Jimmy Kimmel sketch costs broadcaster £325,000

Commission logo is seen before the FCC Net Neutrality hearing in Washington

39;Jimmy Kimmel Live' hit with $395,000 fine over emergency tones in skitFILE

An episode of "Jimmy Kimmel Live" past year featured emergency tones in a sketch mocking the presidential alert system.

Jimmy Kimmel's USA talk show has been fined £325,000 for using the emergency warning tone in a comedy sketch. Meanwhile, AMC will have to fork over $104,000 for a February episode of The Walking Dead that broadcast an Emergency Alert System tone twice. ABC has since "admitted to the violation, agreed to pay a $395,000 civic penalty, and committed to a compliance plan" by way of apology, although Kimmel himself has yet to comment on the matter.

The use of emergency alert system or wireless emergency alert tones are barred by FCC rules "to avoid confusion when the tones are used, alert fatigue among listeners, and false activation of the system by the operative data elements contained in the alert tones", the agency said.

As part of the trial, more than 200 million U.S. mobile phones received a test "Presidential Alert" notification. The tone is broadcast via TV, radio and other devices to warn of emergencies such as hurricanes and other national disasters.

The presidential alert system is created to warn of major threats such as missile attacks, natural disasters and acts of terrorism - but broadcasters are barred from mimicking it to avoid confusion, "alert fatigue" and false alarms.

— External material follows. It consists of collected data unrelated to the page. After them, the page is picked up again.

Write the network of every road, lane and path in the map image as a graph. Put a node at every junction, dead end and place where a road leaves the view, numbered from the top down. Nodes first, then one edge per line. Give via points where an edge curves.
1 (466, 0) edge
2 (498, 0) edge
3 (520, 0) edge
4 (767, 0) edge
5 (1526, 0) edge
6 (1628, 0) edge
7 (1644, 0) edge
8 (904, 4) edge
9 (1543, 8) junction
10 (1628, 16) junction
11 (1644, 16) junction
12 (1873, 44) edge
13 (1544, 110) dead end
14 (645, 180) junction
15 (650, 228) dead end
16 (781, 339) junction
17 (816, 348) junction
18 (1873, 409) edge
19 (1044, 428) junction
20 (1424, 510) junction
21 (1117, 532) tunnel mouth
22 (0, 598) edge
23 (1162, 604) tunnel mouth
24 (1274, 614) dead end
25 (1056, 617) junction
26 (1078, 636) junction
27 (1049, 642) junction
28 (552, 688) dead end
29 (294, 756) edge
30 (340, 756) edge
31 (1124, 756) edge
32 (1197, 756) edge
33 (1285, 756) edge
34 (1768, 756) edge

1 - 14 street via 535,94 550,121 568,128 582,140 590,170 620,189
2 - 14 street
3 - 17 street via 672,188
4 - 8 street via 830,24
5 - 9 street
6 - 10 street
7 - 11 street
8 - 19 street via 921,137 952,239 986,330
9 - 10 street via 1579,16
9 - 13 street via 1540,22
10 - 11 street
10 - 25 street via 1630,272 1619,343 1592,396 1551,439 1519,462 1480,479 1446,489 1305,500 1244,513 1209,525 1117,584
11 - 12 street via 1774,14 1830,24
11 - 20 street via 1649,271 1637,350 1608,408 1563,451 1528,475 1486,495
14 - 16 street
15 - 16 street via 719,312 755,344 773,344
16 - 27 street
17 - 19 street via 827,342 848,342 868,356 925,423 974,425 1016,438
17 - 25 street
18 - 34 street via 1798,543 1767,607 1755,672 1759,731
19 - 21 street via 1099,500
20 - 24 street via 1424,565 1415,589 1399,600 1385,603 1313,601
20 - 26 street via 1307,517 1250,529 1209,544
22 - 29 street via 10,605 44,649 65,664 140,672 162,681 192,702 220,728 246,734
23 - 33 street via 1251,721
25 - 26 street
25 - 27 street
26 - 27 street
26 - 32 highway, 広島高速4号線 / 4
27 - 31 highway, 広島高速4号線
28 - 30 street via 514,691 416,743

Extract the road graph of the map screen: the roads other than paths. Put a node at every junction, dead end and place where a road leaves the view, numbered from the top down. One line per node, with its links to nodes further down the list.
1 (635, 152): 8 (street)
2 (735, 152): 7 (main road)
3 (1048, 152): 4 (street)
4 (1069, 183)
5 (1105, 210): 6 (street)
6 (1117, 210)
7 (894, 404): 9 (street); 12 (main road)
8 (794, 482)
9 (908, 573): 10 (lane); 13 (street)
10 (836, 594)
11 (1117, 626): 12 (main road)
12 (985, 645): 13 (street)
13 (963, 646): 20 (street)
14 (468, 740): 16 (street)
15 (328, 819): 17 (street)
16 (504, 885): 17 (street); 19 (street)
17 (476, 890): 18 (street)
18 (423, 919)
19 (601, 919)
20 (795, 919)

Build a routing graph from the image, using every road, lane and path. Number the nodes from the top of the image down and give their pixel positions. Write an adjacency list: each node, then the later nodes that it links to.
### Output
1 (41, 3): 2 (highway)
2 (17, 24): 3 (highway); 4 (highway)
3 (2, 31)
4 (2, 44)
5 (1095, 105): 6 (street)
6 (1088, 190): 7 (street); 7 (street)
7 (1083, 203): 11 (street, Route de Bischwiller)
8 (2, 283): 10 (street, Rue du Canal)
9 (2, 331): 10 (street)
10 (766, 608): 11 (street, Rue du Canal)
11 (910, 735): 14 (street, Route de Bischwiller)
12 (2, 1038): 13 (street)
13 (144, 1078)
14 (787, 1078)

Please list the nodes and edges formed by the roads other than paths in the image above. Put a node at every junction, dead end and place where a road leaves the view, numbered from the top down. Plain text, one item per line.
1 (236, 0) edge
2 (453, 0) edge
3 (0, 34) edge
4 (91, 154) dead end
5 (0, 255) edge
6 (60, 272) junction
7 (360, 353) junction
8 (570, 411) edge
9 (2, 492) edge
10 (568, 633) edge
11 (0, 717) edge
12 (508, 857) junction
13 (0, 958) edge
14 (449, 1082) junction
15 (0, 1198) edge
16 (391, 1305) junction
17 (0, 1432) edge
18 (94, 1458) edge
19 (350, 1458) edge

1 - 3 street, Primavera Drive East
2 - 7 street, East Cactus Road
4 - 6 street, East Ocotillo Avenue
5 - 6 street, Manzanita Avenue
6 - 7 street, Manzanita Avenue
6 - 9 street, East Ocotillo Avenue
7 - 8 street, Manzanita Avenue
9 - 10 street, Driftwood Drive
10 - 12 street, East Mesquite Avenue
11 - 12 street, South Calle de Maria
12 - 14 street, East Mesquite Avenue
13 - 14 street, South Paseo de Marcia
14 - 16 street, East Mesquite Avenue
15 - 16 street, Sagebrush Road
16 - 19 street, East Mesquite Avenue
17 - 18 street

The ABC network's late-night talk show Jimmy Kimmel Live! has gotten itself into some trouble. It'll cost Animal Planet channel a penalty of $68,000. Meruelo's KDAY and KDEY-FM's morning radio shows in Los Angeles were fined $67,000 for their offenses from the fall of 2017. "No action is needed", that alert said.

The skit - which takes the form of a horror movie trailer - pokes fun at Trump as the film's characters become traumatized when the Commander-in-chief begins violating the alert system by sending out texts that read "witch hunt" and "fake news". According to CNN Business, the companies and shows implicated in the investigation have 30 days to pay their fines to the United States Treasury.